Valoriser un stock, c’est attribuer une valeur monétaire aux quantités détenues et aux quantités consommées. Les entrées sont valorisées au coût d’acquisition (prix d’achat + frais accessoires : transport, douane) ou au coût de production pour les produits fabriqués ; les sorties et le stock final sont valorisés selon une méthode : CUMP ou FIFO.
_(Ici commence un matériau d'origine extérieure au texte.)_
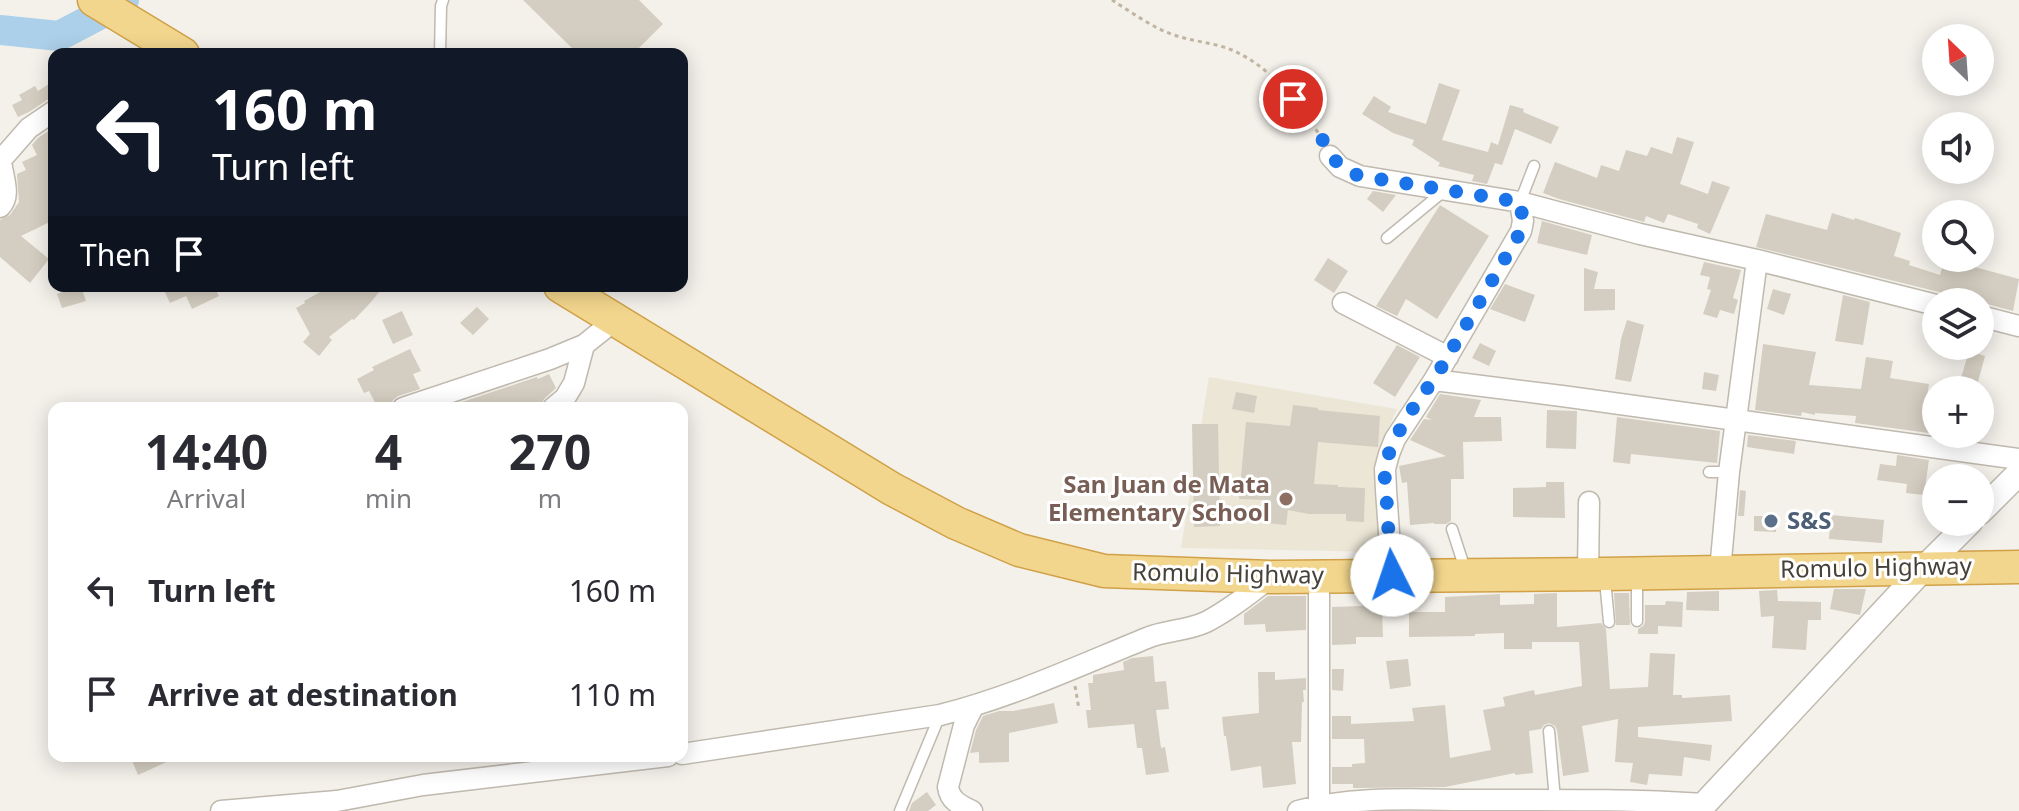 <!DOCTYPE html>
<meta charset="utf-8">
<style>
body{margin:0;font-family:"Noto Sans",sans-serif;background:#f7f7f7;color:#2b2b33;height:100vh;display:flex;flex-direction:column;font-size:30px;white-space:nowrap}
*{box-sizing:border-box;margin:0}
p{font-size:26px;color:#7c7c81}
.icon{flex:none;width:44px;height:44px;fill:none;stroke:currentColor;stroke-width:2;stroke-linecap:round;stroke-linejoin:round}
.map{position:relative;flex:1;overflow:hidden}
.sheet{position:absolute;left:48px;top:402px;width:640px;height:360px;display:flex;flex-direction:column;background:#fff;border-radius:16px;box-shadow:0 4px 20px #0003}
.sheet>*{flex:none}
.hud{position:absolute;left:48px;top:48px;width:640px;height:244px;border-radius:16px;box-shadow:0 4px 20px #0003;background:#111827;color:#fff;overflow:hidden}
.needle{width:52px;rotate:335deg}
.buttons{position:absolute;left:1922px;top:24px;display:grid;gap:16px}
.buttons a{display:grid;place-items:center;width:72px;height:72px;border-radius:50%;background:#fff;box-shadow:0 4px 20px #0003;font-size:40px}
.pin{position:absolute;display:grid;place-items:center;width:68px;height:68px;color:#fff;margin:-34px;border:4px solid #fff;border-radius:50%;box-shadow:0 2px 8px #0007}
.me{position:absolute;width:88px;margin:-44px;rotate:356deg;stroke-linejoin:round;filter:drop-shadow(0 0 6px #0008)}
.turn{display:flex;align-items:center;gap:28px;height:168px;padding:0 32px;font-size:36px}
.turn .icon{width:104px;height:104px;stroke-width:2.5}
.turn b{display:block;font-size:56px;line-height:68px}
.then{display:flex;align-items:center;height:76px;padding:0 32px;background:#0003;gap:16px;font-size:30px}
.eta{display:flex;justify-content:space-evenly;align-items:center;height:136px;text-align:center}
.eta b{font-size:48px;font-weight:700;line-height:56px}
ul{padding:0;list-style:none}
li{display:flex;align-items:center;gap:24px;height:104px;padding:0 32px}
li div{flex:1}
li b{display:block;font-size:30px}
li em{font-style:normal}
.map>svg:first-child{display:block}
</style>
<div class="map">
<svg width="2019" height="811" viewBox="0 0 2019 811">
<rect width="100%" height="100%" fill="#f4f1eb"/>
<path fill="#ebe6d6" d="M1209,377l188,32 -18,40 7,103 -205,-4z"/>
<g fill="none" stroke-linecap="round" stroke-linejoin="round">
<path stroke="#add0ea" stroke-width="30" d="M0,30l59,6 61,-32 4,-4"/>
</g>
<path fill="#d4cdc1" d="M523,0h116l24,24 -30,30h-55z
M1439,83l21,7 -18,50 46,12 3,-10 7,3 12,-40 14,4 -1,3 36,15 -8,17 -36,-15 -13,36 -7,-2 -8,21 -15,-3 2,-6 -36,-9 2,-3 -28,-18 2,-5 -21,-7 -31,-19 12,-18 17,11 -3,5 38,12z
M49,84l5,9v5l-7,2 -18,12 -11,5 -6,-12 10,-5 -3,-5 16,-9 3,5z
M54,127v93l-33,16 28,23 -19,24 -30,-26v-37l10,-5 9,-13 -2,-28 9,-4 -4,-8 15,-7 -5,-10 6,-7z
M1677,137l17,5 -14,42 28,10 4,-13 18,6 -20,47 -13,-6 1,-4 -30,-10 -4,9 -18,-7 -2,6 -85,-23 -16,-6 12,-31 42,16 4,-13 18,6 7,-21 21,6 4,-9 21,7z
M1373,191l23,4 -13,17 -16,-13z
M1440,205l49,31 -52,83 -31,-20 -9,17 -21,-10z
M1832,213l22,7 1,-2 46,15 -7,23 16,5 -1,4 31,10 5,-16 74,20 -6,32 -33,-9h-15l-26,-10 -183,-45 10,-33 61,16z
M1542,221l50,14 -5,20 -50,-12z
M1328,258l20,13 -14,22 -20,-13z
M1704,262l37,8 -8,28 5,2 -4,14 -14,-4 -3,8 -14,-4 8,-24 -4,-1 3,-12 -10,-2z
M1584,268l14,4 -4,17h21v21l-31,1z
M1505,284l30,11 -10,27 -35,-13z
M81,286l5,15 -24,7 -5,-14z
M162,286h52l5,10 -27,13 -6,-13 -16,7z
M331,286h53l-13,16 -17,18 -2,-1 -23,18 3,3 -13,16 -16,-14 7,-8 -14,-26 9,-5 -1,-2z
M1773,289l18,5 -7,21 -17,-6z
M1843,295l27,7 -7,43 -28,-4z
M477,307l12,12 -16,16 -13,-12z
M402,311l11,24 -20,9 -11,-24z
M1627,320l17,5 -13,57 -16,-3 6,-40z
M1480,343l16,8 -7,15 -17,-8z
M1763,344l53,8 -7,33 52,4 5,-32 27,4 -3,17 39,6 -5,31 12,2v17l-81,-11 1,-7 -41,-3v2l-13,-3 -1,4 -46,-6z
M1397,345l23,12 -25,40 -22,-14z
M410,349l11,22 -8,3 7,15 -22,7 -5,4 -3,6 -4,2h-8l-9,-17 -5,2 -7,-14 17,-9 -2,-3z
M1969,351l16,5 -7,26 -17,-4z
M1704,372l15,3 -3,16 -14,-2z
M549,374l7,14 -12,11 -4,9h-96l93,-31 1,2z
M1236,392l21,4 -3,17 -22,-4z
M1440,394l41,6 -7,17h27l1,24 -39,1 1,37h-13v42l-5,3h-12v-1l-24,2 -3,-43 -5,1 -3,-17 47,-10 -36,-16 14,-21 8,1 -6,-3z
M1293,405l25,3v2l62,6 -2,31 -60,-5 -4,42 24,1v2l27,1 -1,34 -18,-1v-7h-37l-21,-4 -2,15 -21,-2 3,-23 -29,-1 7,-77 44,4z
M1547,410l30,1 -1,38 -30,-1z
M1617,417l103,14 -3,32 -86,-9 -1,10 -17,-2z
M1192,424h26l2,102 -26,1z
M1748,435l48,6 -2,13 -47,-7z
M1897,455l32,5 -5,35 -18,-2 1,-9 -30,-4 3,-16 16,2z
M1546,482h18l1,36 -52,-1v-29l33,-1z
M1740,490l6,1 -2,25h-6z
M1831,515l53,5 -2,23 -53,-4z
M1754,516h23l-1,16 -22,-1z
M1834,589h32l-6,26 -30,-6z
M1777,590l1,11 43,1v18h-13l-2,30 -34,-2 2,-32 -13,1 -2,-26z
M1719,591v20l-33,-1 1,-18z
M1557,593v34l44,-4 5,6 4,60 38,-2 2,-34 25,1 -2,41h9v3l48,-3 2,26 -94,6v10l74,8 -2,16 -26,-4 -2,19 -33,-2 -2,11 -17,-3 3,-19 -18,-1 3,-43 -36,7 7,46 -26,4 -6,-46 -2,-4 -6,-3 -5,2 -3,4 -12,2 4,42 -18,2v-2l-70,14 -92,1v-4h-21v-17h20v-3l13,-1 -1,-24h-32v-23h19v8l63,-3 -2,-13 33,-3 5,53 41,-8 -8,-40 22,-4 -2,-9 31,-7 1,5 47,-9 -3,-44h-47v7h-28v-16l-29,1v2l-66,1v-25h36v-15l55,-3v11l34,-1v-10z
M1614,593h15l1,32h-14z
M1362,595h44l1,13 -25,2 1,27h-27v7l-24,1v-38l31,-1z
M1268,596h38v34l-40,2 -1,-8 -21,1v-11z
M1666,601l17,1 -1,25 -24,-1v8h-20v-5l5,-3 2,-4v-17h20z
M1153,656l2,26 11,-1 3,28 -13,1 5,38 4,-1 4,25 -23,3 -4,-27h-5l-3,-24 -46,4 -2,-18h5l-3,-27h5v-8l31,-5 -1,-8 9,-4z
M1408,659l3,27 -21,3 -4,-28z
M1332,669h12l-1,22 -11,-1z
M1258,672h17v8l31,-2v12h-3l1,12h-2l-1,40h-9l4,42 -33,4 -2,-22 -30,5 -5,-35h-2l-2,-19 37,-4z
M1054,703l4,20 -49,10v29l-30,1v-11l-9,1 6,-23 7,-14 16,-5h14z
M130,756h50l-42,19z
M927,792l9,13 -8,6h-19l3,-8z"/>
<g fill="none" stroke-linecap="round" stroke-linejoin="round">
<defs>
<path id="service" d="M440,54l1,-48 2,-6
M1520,202l14,-36
M1387,238l57,-47
M1709,472h20
M1452,529l14,43
M1637,579v42
M1605,580l4,42
M1549,731l6,69
M900,811l40,-96"/>
<path id="minor" d="M1330,156l10,11 20,9 160,26 120,32 117,26 179,45
M0,207c12,-12 2,-31 1,-47l28,-32 25,-17
M1343,303l105,54
M1980,316l39,10
M1434,380l128,16 174,24 21,-160
M403,408l147,-49 34,-14
M553,408l12,-10 9,-15 10,-38 30,-24
M1720,571l9,-99 7,-52 283,39
M1588,573l1,-71
M1392,575l-6,-85 -1,-21 4,-15 6,-15 39,-59 87,-149 2,-10 -3,-19
M682,754l258,-39c72,-18 138,-49 207,-77 19,-8 40,-7 59,-16 22,-11 46,-30 65,-45
M221,811l116,-10 86,-16 245,-29
M972,811c-12,-6 -22,-10 -24,-24l16,-62 9,-18
M1298,811c57,-16 120,-11 178,-11 77,0 152,-1 228,4
M1319,811v-235"/>
<path id="tertiary" d="M1980,512l39,-39
M1698,811l227,-244 45,-45"/>
<path id="trunk" d="M94,0l89,54
M560,286l332,203 64,34 63,27 85,21 167,6 334,-3 414,-7"/>
</defs>
<use href="#service" stroke="#bfb9ae" stroke-width="13"/>
<use href="#minor" stroke="#bfb9ae" stroke-width="23"/>
<use href="#tertiary" stroke="#bfb9ae" stroke-width="27"/>
<use href="#trunk" stroke="#d0a148" stroke-width="35"/>
<path stroke="#bfb5a0" stroke-width="3" stroke-dasharray="4 4" stroke-linecap="butt" d="M1112,0c19,12 44,30 65,36 22,7 45,7 65,19 35,18 58,54 81,84
M1075,686l4,23"/>
<use href="#service" stroke="#fff" stroke-width="10"/>
<use href="#minor" stroke="#fff" stroke-width="20"/>
<use href="#tertiary" stroke="#fff" stroke-width="24"/>
<use href="#trunk" stroke="#f3d68d" stroke-width="32"/>
</g>
<g fill="none" stroke-linecap="round" stroke-linejoin="round">
<path stroke="#1a73e8" stroke-width="14" stroke-dasharray="0 25.2" d="M1293,99c9,13 18,25 27,37 14,20 13,31 40,40l160,26 3,19 -2,10 -87,149c-17,20 -45,62 -49,88 -1,12 1,25 2,37 1,24 3,47 5,70"/>
</g>
<circle fill="#8d6e63" stroke="#fff" stroke-width="3" cx="1286" cy="499" r="8"/>
<circle fill="#5c6f8a" stroke="#fff" stroke-width="3" cx="1771" cy="521" r="8"/>
<g text-anchor="middle" stroke-width="6" stroke-linejoin="round" paint-order="stroke">
<g font-size="24" font-weight="bold" fill="#785e54" stroke="#fff" text-anchor="end">
<text x="1270" y="493">San Juan de Mata<tspan x="1270" dy="28">Elementary School</tspan></text>
</g>
<g font-size="24" font-weight="bold" fill="#4e5e75" stroke="#fff" text-anchor="start">
<text x="1787" y="529">S&amp;S</text>
</g>
<g font-size="24" fill="#474239" stroke="#fff">
<text transform="translate(1876 568) rotate(-1)" y="8">Romulo Highway</text>
<text transform="translate(1228 574) rotate(1)" y="8">Romulo Highway</text>
</g>
</g>
</svg>
<div class="buttons">
<a><svg class="needle" viewBox="-14 -14 28 28"><path d="M0-13l5 13h-10z" fill="#e53935"/><path d="M0 13l5-13h-10z" fill="#7c7c81"/></svg></a>
<a><svg class="icon" aria-label="sound" viewBox="0 0 24 24"><path d="M4 9h4l5-4v14l-5-4H4zM17 9q2 3 0 6"/></svg></a>
<a><svg class="icon" aria-label="search" viewBox="0 0 24 24"><circle cx="10" cy="10" r="6"/><path d="M15 15l6 6"/></svg></a>
<a><svg class="icon" aria-label="layers" viewBox="0 0 24 24"><path d="M12 4l9 5-9 5-9-5zM3 14l9 5 9-5"/></svg></a>
<a>+</a>
<a>−</a>
</div>
<div class="pin" style="left:1293px;top:99px;background:#d93025"><svg class="icon" aria-label="arrive" viewBox="0 0 24 24"><path d="M6 21V4h12l-3 4 3 4H6"/></svg></div>
<svg class="me" style="left:1392px;top:575px" viewBox="-20 -20 40 40"><circle r="19" fill="#fff"/><path d="M0-13L10 11 0 6-10 11z" fill="#1a73e8"/></svg>
<div class="hud">
<div class="turn"><svg class="icon" aria-label="left" viewBox="0 0 24 24"><path d="M17 20v-9H6M10 6l-5 5 5 5"/></svg><div><b>160 m</b>Turn left</div></div>
<div class="then">Then<svg class="icon" aria-label="arrive" viewBox="0 0 24 24"><path d="M6 21V4h12l-3 4 3 4H6"/></svg></div>
</div>
<section class="sheet">
<div class="eta">
<div><b>14:40</b><p>Arrival</p></div>
<div><b>4</b><p>min</p></div>
<div><b>270</b><p>m</p></div>
</div>
<ul>
<li><svg class="icon" aria-label="left" viewBox="0 0 24 24"><path d="M17 20v-9H6M10 6l-5 5 5 5"/></svg><div><b>Turn left</b></div><em>160 m</em></li>
<li><svg class="icon" aria-label="arrive" viewBox="0 0 24 24"><path d="M6 21V4h12l-3 4 3 4H6"/></svg><div><b>Arrive at destination</b></div><em>110 m</em></li>
</ul>
</section>
</div>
L’enjeu dépasse la comptabilité : la valeur du stock pèse au bilan (et dans l’œil du banquier), le coût des sorties construit la marge réelle de chaque affaire ou de chaque commande, et l’écart entre stock théorique et stock compté — révélé par l’inventaire — se chiffre avec ces mêmes valeurs. Une valorisation approximative, c’est une marge approximative : on croit gagner sur un chantier ce qu’on perd en réalité dans le dépôt.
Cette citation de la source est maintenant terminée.